▶ **WHAT TO PRODUCE**:
Copy each record exactly as it reads, leaving out any pictures it holds.

─── PROVIDED RECORDS

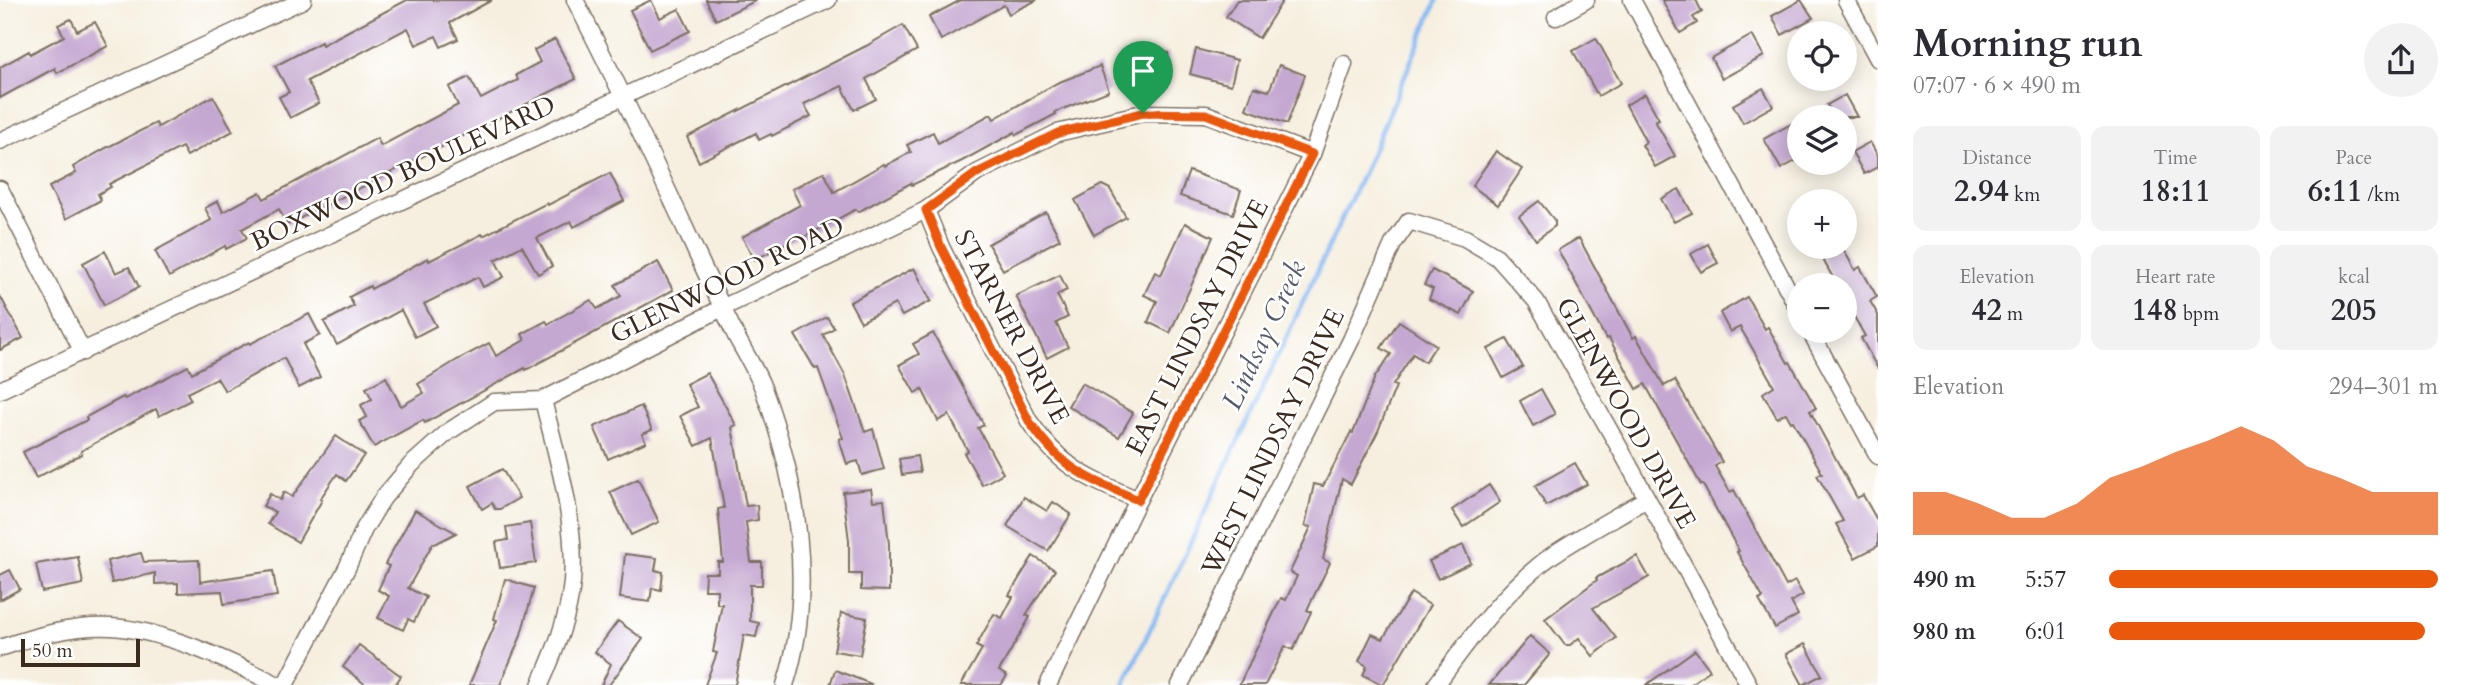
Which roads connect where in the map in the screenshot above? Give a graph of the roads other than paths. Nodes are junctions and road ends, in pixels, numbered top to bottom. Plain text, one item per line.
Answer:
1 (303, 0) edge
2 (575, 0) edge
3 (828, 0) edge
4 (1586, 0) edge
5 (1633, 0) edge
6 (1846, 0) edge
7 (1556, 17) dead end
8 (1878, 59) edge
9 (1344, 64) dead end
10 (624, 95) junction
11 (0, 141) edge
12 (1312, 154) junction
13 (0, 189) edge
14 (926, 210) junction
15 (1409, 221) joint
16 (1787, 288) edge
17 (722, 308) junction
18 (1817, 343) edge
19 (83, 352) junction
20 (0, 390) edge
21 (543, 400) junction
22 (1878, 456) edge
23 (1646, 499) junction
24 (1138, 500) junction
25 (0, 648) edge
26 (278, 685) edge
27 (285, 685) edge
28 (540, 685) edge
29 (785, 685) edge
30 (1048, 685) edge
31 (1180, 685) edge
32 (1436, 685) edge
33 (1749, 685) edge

──────

▶ **EXERCISE SOLUTION**:
Which roads connect where in the map in the screenshot above? Give a graph of the roads other than paths. Nodes are junctions and road ends, in pixels, numbered top to bottom. Plain text, one item per line.
Answer:
1 (303, 0) edge
2 (575, 0) edge
3 (828, 0) edge
4 (1586, 0) edge
5 (1633, 0) edge
6 (1846, 0) edge
7 (1556, 17) dead end
8 (1878, 59) edge
9 (1344, 64) dead end
10 (624, 95) junction
11 (0, 141) edge
12 (1312, 154) junction
13 (0, 189) edge
14 (926, 210) junction
15 (1409, 221) joint
16 (1787, 288) edge
17 (722, 308) junction
18 (1817, 343) edge
19 (83, 352) junction
20 (0, 390) edge
21 (543, 400) junction
22 (1878, 456) edge
23 (1646, 499) junction
24 (1138, 500) junction
25 (0, 648) edge
26 (278, 685) edge
27 (285, 685) edge
28 (540, 685) edge
29 (785, 685) edge
30 (1048, 685) edge
31 (1180, 685) edge
32 (1436, 685) edge
33 (1749, 685) edge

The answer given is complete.